Locate all lines in the data below that hold "this" and show them.

(Saved data entries)
▬▬▬▬▬▬
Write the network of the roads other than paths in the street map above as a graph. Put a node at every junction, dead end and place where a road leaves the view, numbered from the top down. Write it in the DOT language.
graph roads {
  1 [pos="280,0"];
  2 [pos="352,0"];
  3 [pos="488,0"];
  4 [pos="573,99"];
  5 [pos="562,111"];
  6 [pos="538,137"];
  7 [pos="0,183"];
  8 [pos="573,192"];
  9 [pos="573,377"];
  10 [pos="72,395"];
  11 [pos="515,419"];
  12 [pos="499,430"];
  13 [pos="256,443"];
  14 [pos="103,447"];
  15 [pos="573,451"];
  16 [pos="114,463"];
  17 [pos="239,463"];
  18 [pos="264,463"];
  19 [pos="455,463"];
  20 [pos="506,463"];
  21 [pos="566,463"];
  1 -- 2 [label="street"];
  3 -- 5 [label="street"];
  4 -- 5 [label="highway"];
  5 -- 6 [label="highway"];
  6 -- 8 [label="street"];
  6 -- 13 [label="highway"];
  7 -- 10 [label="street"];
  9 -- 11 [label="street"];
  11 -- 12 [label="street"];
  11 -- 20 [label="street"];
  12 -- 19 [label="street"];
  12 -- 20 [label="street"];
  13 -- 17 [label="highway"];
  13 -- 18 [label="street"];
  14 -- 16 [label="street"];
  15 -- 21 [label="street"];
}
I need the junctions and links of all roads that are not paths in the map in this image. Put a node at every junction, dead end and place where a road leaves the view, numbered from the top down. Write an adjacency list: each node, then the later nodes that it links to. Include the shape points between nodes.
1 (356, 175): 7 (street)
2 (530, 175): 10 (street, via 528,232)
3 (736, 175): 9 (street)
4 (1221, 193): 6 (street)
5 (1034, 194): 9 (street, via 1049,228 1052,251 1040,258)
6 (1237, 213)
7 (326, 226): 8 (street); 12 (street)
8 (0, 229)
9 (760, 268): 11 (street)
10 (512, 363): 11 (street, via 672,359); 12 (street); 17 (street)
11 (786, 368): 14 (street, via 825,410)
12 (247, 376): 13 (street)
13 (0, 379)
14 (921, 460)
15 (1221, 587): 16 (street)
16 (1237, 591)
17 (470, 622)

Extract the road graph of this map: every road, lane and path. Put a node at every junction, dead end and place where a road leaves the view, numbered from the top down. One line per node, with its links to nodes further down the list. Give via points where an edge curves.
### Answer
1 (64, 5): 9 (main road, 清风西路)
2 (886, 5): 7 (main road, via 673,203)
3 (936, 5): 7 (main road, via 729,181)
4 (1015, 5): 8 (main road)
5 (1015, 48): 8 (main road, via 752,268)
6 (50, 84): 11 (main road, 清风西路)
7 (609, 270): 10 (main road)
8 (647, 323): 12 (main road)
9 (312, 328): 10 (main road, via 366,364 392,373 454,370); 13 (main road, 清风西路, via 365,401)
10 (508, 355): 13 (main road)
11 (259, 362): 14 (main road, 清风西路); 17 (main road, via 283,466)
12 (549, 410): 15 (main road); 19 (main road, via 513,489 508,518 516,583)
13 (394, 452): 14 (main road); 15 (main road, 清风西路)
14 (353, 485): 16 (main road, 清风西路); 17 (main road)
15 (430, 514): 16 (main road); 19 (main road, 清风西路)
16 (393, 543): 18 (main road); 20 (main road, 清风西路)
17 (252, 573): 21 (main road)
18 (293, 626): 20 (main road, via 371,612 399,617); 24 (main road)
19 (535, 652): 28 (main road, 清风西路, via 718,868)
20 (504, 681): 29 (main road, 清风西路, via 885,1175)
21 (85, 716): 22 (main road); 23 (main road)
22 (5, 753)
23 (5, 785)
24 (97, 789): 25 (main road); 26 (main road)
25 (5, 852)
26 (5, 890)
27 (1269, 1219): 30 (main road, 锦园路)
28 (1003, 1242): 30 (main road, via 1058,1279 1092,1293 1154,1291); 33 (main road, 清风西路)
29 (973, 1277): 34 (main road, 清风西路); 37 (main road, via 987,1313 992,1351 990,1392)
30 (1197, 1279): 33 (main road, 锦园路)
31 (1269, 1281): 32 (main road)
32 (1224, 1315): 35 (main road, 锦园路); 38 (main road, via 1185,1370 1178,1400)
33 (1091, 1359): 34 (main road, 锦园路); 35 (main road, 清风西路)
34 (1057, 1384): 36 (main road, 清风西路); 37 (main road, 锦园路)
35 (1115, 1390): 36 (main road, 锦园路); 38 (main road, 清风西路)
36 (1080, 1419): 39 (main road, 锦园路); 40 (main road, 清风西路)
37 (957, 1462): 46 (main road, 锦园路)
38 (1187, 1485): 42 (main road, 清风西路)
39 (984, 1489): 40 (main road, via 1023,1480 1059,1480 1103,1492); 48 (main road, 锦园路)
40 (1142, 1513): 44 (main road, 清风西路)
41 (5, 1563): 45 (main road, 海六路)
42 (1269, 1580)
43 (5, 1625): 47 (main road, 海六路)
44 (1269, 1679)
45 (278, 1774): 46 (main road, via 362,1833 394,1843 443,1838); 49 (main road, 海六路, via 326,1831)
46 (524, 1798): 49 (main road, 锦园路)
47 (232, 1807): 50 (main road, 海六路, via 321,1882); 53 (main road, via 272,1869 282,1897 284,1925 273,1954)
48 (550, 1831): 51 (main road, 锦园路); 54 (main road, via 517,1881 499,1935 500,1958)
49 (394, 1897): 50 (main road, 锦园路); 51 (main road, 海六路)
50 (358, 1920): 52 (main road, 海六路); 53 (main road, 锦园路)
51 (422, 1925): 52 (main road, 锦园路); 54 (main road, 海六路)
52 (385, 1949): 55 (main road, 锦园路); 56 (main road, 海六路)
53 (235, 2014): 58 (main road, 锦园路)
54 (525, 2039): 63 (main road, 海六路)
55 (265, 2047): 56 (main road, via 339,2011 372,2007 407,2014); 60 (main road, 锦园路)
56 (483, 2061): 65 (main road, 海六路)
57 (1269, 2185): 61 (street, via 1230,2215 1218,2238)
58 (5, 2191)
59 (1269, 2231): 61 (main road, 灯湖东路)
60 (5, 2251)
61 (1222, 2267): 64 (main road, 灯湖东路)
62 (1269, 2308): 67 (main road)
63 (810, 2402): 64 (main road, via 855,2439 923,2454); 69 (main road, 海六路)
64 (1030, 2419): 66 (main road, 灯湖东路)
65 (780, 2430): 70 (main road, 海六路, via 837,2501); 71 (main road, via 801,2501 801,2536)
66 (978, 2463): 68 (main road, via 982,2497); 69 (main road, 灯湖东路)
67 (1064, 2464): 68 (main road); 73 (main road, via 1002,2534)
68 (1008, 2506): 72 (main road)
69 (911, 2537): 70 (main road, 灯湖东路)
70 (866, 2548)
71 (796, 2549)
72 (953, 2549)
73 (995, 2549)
▬▬▬▬▬▬
# WRITTEN ANSWER
I need the junctions and links of all roads that are not paths in the map in this image. Put a node at every junction, dead end and place where a road leaves the view, numbered from the top down. Write an adjacency list: each node, then the later nodes that it links to. Include the shape points between nodes.
Extract the road graph of this map: every road, lane and path. Put a node at every junction, dead end and place where a road leaves the view, numbered from the top down. One line per node, with its links to nodes further down the list. Give via points where an edge curves.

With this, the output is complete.